Blog Series – Where should I start with my EA?

Play 2 – Anchor on Applications, Link to Technology, Bring in Business Elements

In the second of our series of blogs looking at common scenarios we encounter in organisations that are looking to start their EA, we are focusing on organisations that have detail about the IT estate, applications and technologies, but no real link up to the business – the why?

In this scenario, we often find that the drivers are risk reduction or efficiency, but these are hampered by a lack of visibility of the business needs, i.e. what the priority risk areas actually are.  We also find that because IT have been focused on managing their estate in some isolation of the business, there is a lack of visibility of their worth in the business, so building visibility and, therefore, credibility is also often a requirement.

Below are condensed extracts from our EA Playbook that describe how to manage this scenario to achieve a positive outcome.  The playbook assumes you have some form of  target state defined for your architecture, so you know where you are going, and against which you can anchor your work.

Before you start, the key things to note here are the pre-requisites to starting the play; it is imperative that you have the support of a senior leader and that they communicate the initiative to the IT Teams who will need to provide information, and also that you have access to a friendly business contact with excellent knowledge of the business.  Also, ensure that you have access to the detail captured about the IT estate, be that in spreadsheets, on SharePoint, in CMDBs, etc.  Capturing the detail about the IT estate in Essential allows understanding of the impacts across the different domains, and enables presentation in a non-technical way that can highlight the risks and opportunities to the business, promoting engagement with senior business leaders and collaboration across business and IT teams.

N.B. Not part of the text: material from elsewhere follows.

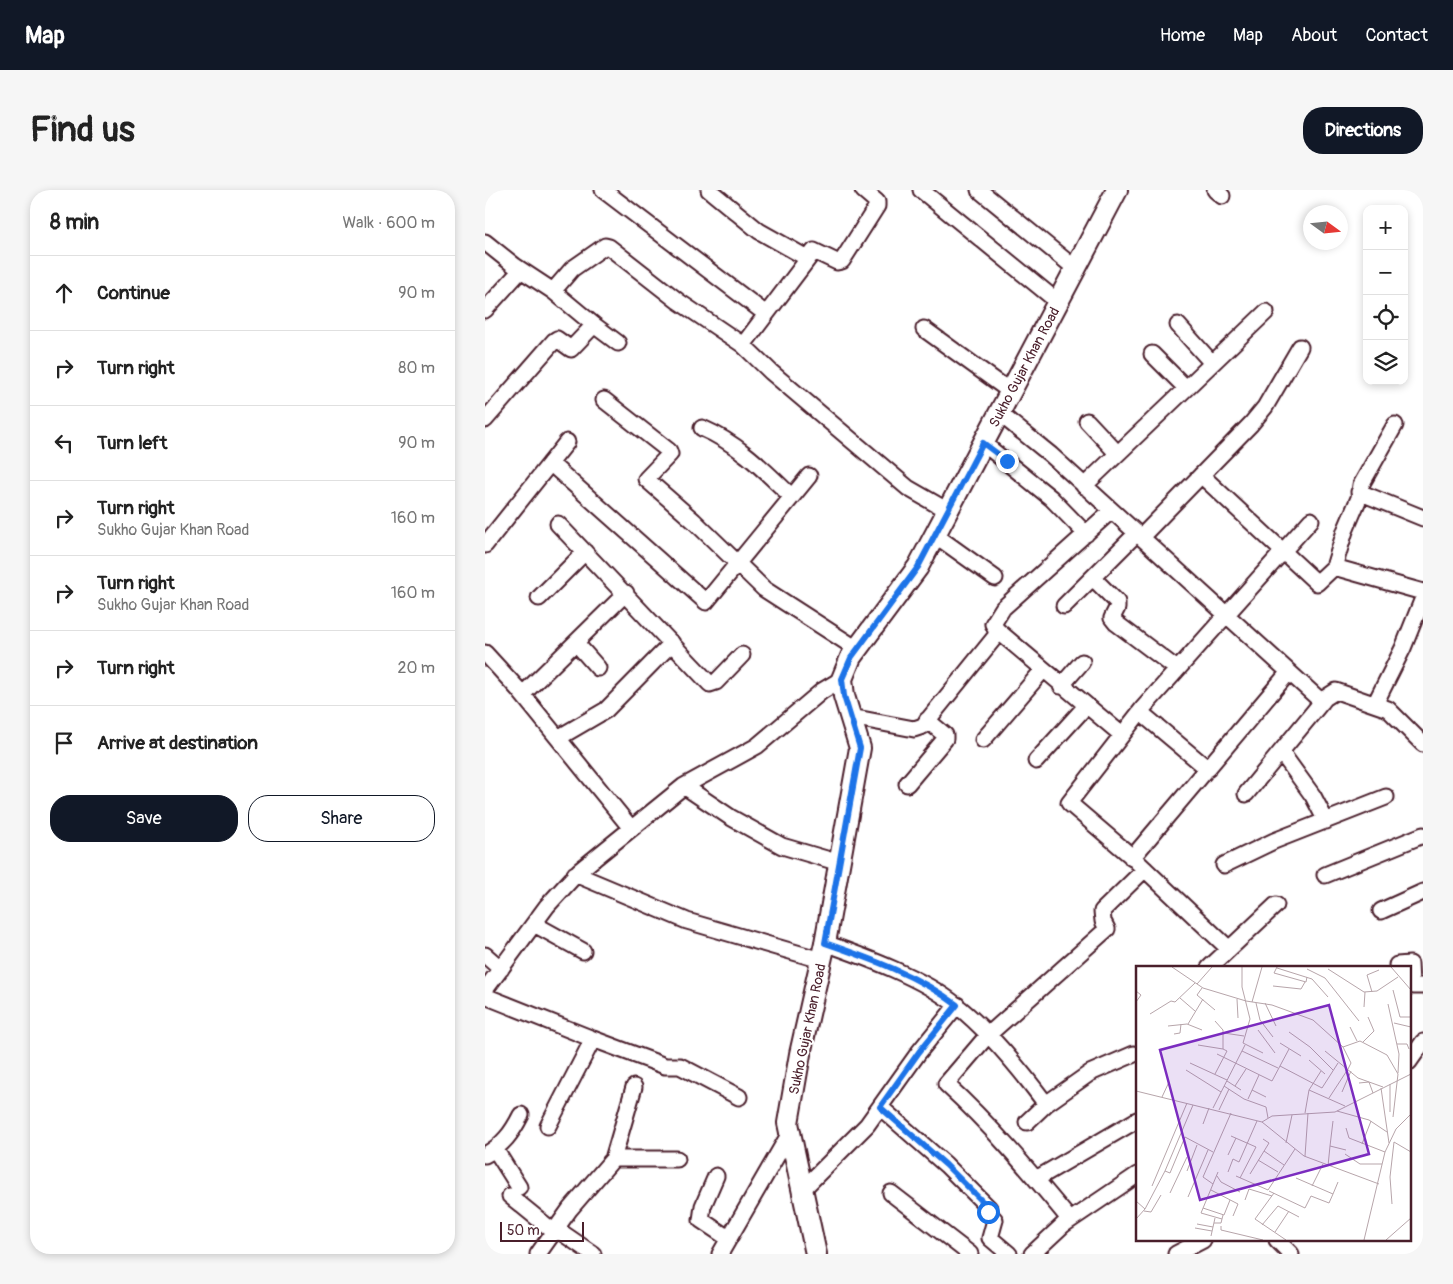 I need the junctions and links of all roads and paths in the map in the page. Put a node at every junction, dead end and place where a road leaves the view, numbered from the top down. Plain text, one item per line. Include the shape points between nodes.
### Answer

The approach we’d suggest is:

  • Publish the up to date application catalogue so it is available to all
  • Create reference models for applications and technologies linked to the products used to provide the services
  • Engage the CIO by using the reference models to identify application and technology product duplication and opportunities to rationalise
  • Engage with your business contact to overlay the business perspective and  to identify potential duplication and risk from a business perspective. Start with one business area and complete that first as a demonstrator
  • Engage IT Support to demonstrate the impact of technology failure on the business, i.e. if this service is unavailable, then these parts of the business will have problems

Some of the key Essential views that support this approach are:

IT Asset Dashboard

Demonstrates duplication and legacy risk across your portfolio, covering Business, Application and Technology Reference Models

Application Rationalisation Analysis

Displays opportunities for rationalisation across applications and application services, with various filters for specific criteria.

Application Technology Strategy Alignment

Performs an analysis of a given application to evaluate its technology architecture against agreed technology product standards.

Business Process Family Summary

Shows all the business processes contained in a process family, including performing organisations and applications used.  Highlights where there are non-standard processes and different supporting applications used across the organisation, supporting the identification of opportunities to re-engineer and automate processes.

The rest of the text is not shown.